[Problem description]: Print each record below word for word.

[Stored data entries]

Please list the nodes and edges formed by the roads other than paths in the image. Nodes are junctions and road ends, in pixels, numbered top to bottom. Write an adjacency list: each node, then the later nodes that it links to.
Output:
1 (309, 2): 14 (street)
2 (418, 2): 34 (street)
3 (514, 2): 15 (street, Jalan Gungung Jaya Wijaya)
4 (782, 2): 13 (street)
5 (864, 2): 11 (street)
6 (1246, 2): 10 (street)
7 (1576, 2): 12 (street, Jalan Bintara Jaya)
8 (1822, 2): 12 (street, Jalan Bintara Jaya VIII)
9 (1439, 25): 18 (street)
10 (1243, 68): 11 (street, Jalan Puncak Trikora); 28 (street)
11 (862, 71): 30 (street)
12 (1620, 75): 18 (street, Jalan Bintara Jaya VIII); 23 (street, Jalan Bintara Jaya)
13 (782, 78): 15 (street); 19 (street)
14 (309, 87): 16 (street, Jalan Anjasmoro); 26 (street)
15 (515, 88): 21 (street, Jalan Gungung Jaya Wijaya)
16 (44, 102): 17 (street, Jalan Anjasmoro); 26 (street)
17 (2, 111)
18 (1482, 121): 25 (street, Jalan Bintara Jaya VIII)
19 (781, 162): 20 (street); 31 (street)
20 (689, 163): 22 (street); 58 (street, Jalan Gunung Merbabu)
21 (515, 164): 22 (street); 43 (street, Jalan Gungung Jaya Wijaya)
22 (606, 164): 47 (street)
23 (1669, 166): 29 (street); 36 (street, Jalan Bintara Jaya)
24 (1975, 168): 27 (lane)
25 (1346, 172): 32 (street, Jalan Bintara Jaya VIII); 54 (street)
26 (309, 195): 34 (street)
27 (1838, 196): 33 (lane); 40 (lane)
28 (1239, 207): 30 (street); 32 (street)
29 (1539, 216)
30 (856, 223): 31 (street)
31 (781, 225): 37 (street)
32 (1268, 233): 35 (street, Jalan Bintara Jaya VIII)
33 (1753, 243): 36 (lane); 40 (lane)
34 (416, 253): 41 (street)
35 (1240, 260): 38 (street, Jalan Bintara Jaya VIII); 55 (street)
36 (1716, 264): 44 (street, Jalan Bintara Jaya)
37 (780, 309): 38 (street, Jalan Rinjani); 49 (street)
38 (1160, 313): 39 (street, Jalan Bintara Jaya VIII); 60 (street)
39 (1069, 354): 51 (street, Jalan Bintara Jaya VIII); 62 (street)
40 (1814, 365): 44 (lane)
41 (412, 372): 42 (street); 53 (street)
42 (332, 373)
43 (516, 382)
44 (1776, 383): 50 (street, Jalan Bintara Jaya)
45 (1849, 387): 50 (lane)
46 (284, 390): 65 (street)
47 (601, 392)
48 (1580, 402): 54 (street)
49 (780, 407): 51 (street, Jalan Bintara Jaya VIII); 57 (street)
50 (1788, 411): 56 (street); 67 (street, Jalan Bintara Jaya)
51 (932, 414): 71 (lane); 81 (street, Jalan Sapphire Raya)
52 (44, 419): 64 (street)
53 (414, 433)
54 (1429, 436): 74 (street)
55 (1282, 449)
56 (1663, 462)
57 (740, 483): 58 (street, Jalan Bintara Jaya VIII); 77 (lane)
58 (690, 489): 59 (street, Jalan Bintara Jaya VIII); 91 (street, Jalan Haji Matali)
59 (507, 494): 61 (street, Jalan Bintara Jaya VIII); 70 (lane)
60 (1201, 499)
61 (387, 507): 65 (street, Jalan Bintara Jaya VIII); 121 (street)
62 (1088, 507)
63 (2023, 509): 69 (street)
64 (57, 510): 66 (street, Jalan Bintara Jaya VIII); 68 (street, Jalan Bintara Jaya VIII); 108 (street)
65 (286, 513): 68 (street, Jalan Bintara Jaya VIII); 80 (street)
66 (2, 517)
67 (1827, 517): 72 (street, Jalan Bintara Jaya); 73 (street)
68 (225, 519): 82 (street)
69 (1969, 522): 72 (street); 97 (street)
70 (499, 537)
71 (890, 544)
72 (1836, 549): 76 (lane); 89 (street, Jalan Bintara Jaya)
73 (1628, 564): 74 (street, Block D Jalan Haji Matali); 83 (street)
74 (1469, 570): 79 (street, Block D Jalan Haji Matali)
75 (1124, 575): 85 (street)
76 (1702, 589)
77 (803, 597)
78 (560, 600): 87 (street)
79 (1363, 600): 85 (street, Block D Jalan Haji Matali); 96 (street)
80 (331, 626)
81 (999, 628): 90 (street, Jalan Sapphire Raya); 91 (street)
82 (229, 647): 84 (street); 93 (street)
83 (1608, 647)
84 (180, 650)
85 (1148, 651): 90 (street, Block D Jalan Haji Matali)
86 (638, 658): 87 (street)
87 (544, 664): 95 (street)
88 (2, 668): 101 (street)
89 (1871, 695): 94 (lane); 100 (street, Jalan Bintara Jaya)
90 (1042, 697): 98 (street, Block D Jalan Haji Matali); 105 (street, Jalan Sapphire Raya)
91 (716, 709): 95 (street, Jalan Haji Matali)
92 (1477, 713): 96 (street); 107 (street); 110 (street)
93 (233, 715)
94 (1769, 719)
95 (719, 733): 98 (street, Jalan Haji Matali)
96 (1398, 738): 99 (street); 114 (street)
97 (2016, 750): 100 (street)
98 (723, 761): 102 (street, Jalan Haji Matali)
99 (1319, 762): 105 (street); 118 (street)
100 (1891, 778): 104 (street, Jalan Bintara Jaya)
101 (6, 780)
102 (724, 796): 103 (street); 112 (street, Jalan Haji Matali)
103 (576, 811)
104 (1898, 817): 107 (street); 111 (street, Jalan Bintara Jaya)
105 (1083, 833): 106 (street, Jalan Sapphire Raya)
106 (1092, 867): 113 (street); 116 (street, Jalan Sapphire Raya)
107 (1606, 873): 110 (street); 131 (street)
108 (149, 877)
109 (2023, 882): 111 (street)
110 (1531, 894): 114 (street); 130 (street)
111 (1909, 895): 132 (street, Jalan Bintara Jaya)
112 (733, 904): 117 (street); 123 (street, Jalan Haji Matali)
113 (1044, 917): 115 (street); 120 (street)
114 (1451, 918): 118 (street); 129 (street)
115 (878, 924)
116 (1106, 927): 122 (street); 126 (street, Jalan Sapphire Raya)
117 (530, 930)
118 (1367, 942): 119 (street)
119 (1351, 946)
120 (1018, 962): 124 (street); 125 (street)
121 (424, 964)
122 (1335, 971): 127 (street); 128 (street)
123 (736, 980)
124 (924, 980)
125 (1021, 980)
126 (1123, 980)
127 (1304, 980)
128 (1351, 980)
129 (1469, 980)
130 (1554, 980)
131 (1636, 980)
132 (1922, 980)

[Response to the task]:
Please list the nodes and edges formed by the roads other than paths in the image. Nodes are junctions and road ends, in pixels, numbered top to bottom. Write an adjacency list: each node, then the later nodes that it links to.
Output:
1 (309, 2): 14 (street)
2 (418, 2): 34 (street)
3 (514, 2): 15 (street, Jalan Gungung Jaya Wijaya)
4 (782, 2): 13 (street)
5 (864, 2): 11 (street)
6 (1246, 2): 10 (street)
7 (1576, 2): 12 (street, Jalan Bintara Jaya)
8 (1822, 2): 12 (street, Jalan Bintara Jaya VIII)
9 (1439, 25): 18 (street)
10 (1243, 68): 11 (street, Jalan Puncak Trikora); 28 (street)
11 (862, 71): 30 (street)
12 (1620, 75): 18 (street, Jalan Bintara Jaya VIII); 23 (street, Jalan Bintara Jaya)
13 (782, 78): 15 (street); 19 (street)
14 (309, 87): 16 (street, Jalan Anjasmoro); 26 (street)
15 (515, 88): 21 (street, Jalan Gungung Jaya Wijaya)
16 (44, 102): 17 (street, Jalan Anjasmoro); 26 (street)
17 (2, 111)
18 (1482, 121): 25 (street, Jalan Bintara Jaya VIII)
19 (781, 162): 20 (street); 31 (street)
20 (689, 163): 22 (street); 58 (street, Jalan Gunung Merbabu)
21 (515, 164): 22 (street); 43 (street, Jalan Gungung Jaya Wijaya)
22 (606, 164): 47 (street)
23 (1669, 166): 29 (street); 36 (street, Jalan Bintara Jaya)
24 (1975, 168): 27 (lane)
25 (1346, 172): 32 (street, Jalan Bintara Jaya VIII); 54 (street)
26 (309, 195): 34 (street)
27 (1838, 196): 33 (lane); 40 (lane)
28 (1239, 207): 30 (street); 32 (street)
29 (1539, 216)
30 (856, 223): 31 (street)
31 (781, 225): 37 (street)
32 (1268, 233): 35 (street, Jalan Bintara Jaya VIII)
33 (1753, 243): 36 (lane); 40 (lane)
34 (416, 253): 41 (street)
35 (1240, 260): 38 (street, Jalan Bintara Jaya VIII); 55 (street)
36 (1716, 264): 44 (street, Jalan Bintara Jaya)
37 (780, 309): 38 (street, Jalan Rinjani); 49 (street)
38 (1160, 313): 39 (street, Jalan Bintara Jaya VIII); 60 (street)
39 (1069, 354): 51 (street, Jalan Bintara Jaya VIII); 62 (street)
40 (1814, 365): 44 (lane)
41 (412, 372): 42 (street); 53 (street)
42 (332, 373)
43 (516, 382)
44 (1776, 383): 50 (street, Jalan Bintara Jaya)
45 (1849, 387): 50 (lane)
46 (284, 390): 65 (street)
47 (601, 392)
48 (1580, 402): 54 (street)
49 (780, 407): 51 (street, Jalan Bintara Jaya VIII); 57 (street)
50 (1788, 411): 56 (street); 67 (street, Jalan Bintara Jaya)
51 (932, 414): 71 (lane); 81 (street, Jalan Sapphire Raya)
52 (44, 419): 64 (street)
53 (414, 433)
54 (1429, 436): 74 (street)
55 (1282, 449)
56 (1663, 462)
57 (740, 483): 58 (street, Jalan Bintara Jaya VIII); 77 (lane)
58 (690, 489): 59 (street, Jalan Bintara Jaya VIII); 91 (street, Jalan Haji Matali)
59 (507, 494): 61 (street, Jalan Bintara Jaya VIII); 70 (lane)
60 (1201, 499)
61 (387, 507): 65 (street, Jalan Bintara Jaya VIII); 121 (street)
62 (1088, 507)
63 (2023, 509): 69 (street)
64 (57, 510): 66 (street, Jalan Bintara Jaya VIII); 68 (street, Jalan Bintara Jaya VIII); 108 (street)
65 (286, 513): 68 (street, Jalan Bintara Jaya VIII); 80 (street)
66 (2, 517)
67 (1827, 517): 72 (street, Jalan Bintara Jaya); 73 (street)
68 (225, 519): 82 (street)
69 (1969, 522): 72 (street); 97 (street)
70 (499, 537)
71 (890, 544)
72 (1836, 549): 76 (lane); 89 (street, Jalan Bintara Jaya)
73 (1628, 564): 74 (street, Block D Jalan Haji Matali); 83 (street)
74 (1469, 570): 79 (street, Block D Jalan Haji Matali)
75 (1124, 575): 85 (street)
76 (1702, 589)
77 (803, 597)
78 (560, 600): 87 (street)
79 (1363, 600): 85 (street, Block D Jalan Haji Matali); 96 (street)
80 (331, 626)
81 (999, 628): 90 (street, Jalan Sapphire Raya); 91 (street)
82 (229, 647): 84 (street); 93 (street)
83 (1608, 647)
84 (180, 650)
85 (1148, 651): 90 (street, Block D Jalan Haji Matali)
86 (638, 658): 87 (street)
87 (544, 664): 95 (street)
88 (2, 668): 101 (street)
89 (1871, 695): 94 (lane); 100 (street, Jalan Bintara Jaya)
90 (1042, 697): 98 (street, Block D Jalan Haji Matali); 105 (street, Jalan Sapphire Raya)
91 (716, 709): 95 (street, Jalan Haji Matali)
92 (1477, 713): 96 (street); 107 (street); 110 (street)
93 (233, 715)
94 (1769, 719)
95 (719, 733): 98 (street, Jalan Haji Matali)
96 (1398, 738): 99 (street); 114 (street)
97 (2016, 750): 100 (street)
98 (723, 761): 102 (street, Jalan Haji Matali)
99 (1319, 762): 105 (street); 118 (street)
100 (1891, 778): 104 (street, Jalan Bintara Jaya)
101 (6, 780)
102 (724, 796): 103 (street); 112 (street, Jalan Haji Matali)
103 (576, 811)
104 (1898, 817): 107 (street); 111 (street, Jalan Bintara Jaya)
105 (1083, 833): 106 (street, Jalan Sapphire Raya)
106 (1092, 867): 113 (street); 116 (street, Jalan Sapphire Raya)
107 (1606, 873): 110 (street); 131 (street)
108 (149, 877)
109 (2023, 882): 111 (street)
110 (1531, 894): 114 (street); 130 (street)
111 (1909, 895): 132 (street, Jalan Bintara Jaya)
112 (733, 904): 117 (street); 123 (street, Jalan Haji Matali)
113 (1044, 917): 115 (street); 120 (street)
114 (1451, 918): 118 (street); 129 (street)
115 (878, 924)
116 (1106, 927): 122 (street); 126 (street, Jalan Sapphire Raya)
117 (530, 930)
118 (1367, 942): 119 (street)
119 (1351, 946)
120 (1018, 962): 124 (street); 125 (street)
121 (424, 964)
122 (1335, 971): 127 (street); 128 (street)
123 (736, 980)
124 (924, 980)
125 (1021, 980)
126 (1123, 980)
127 (1304, 980)
128 (1351, 980)
129 (1469, 980)
130 (1554, 980)
131 (1636, 980)
132 (1922, 980)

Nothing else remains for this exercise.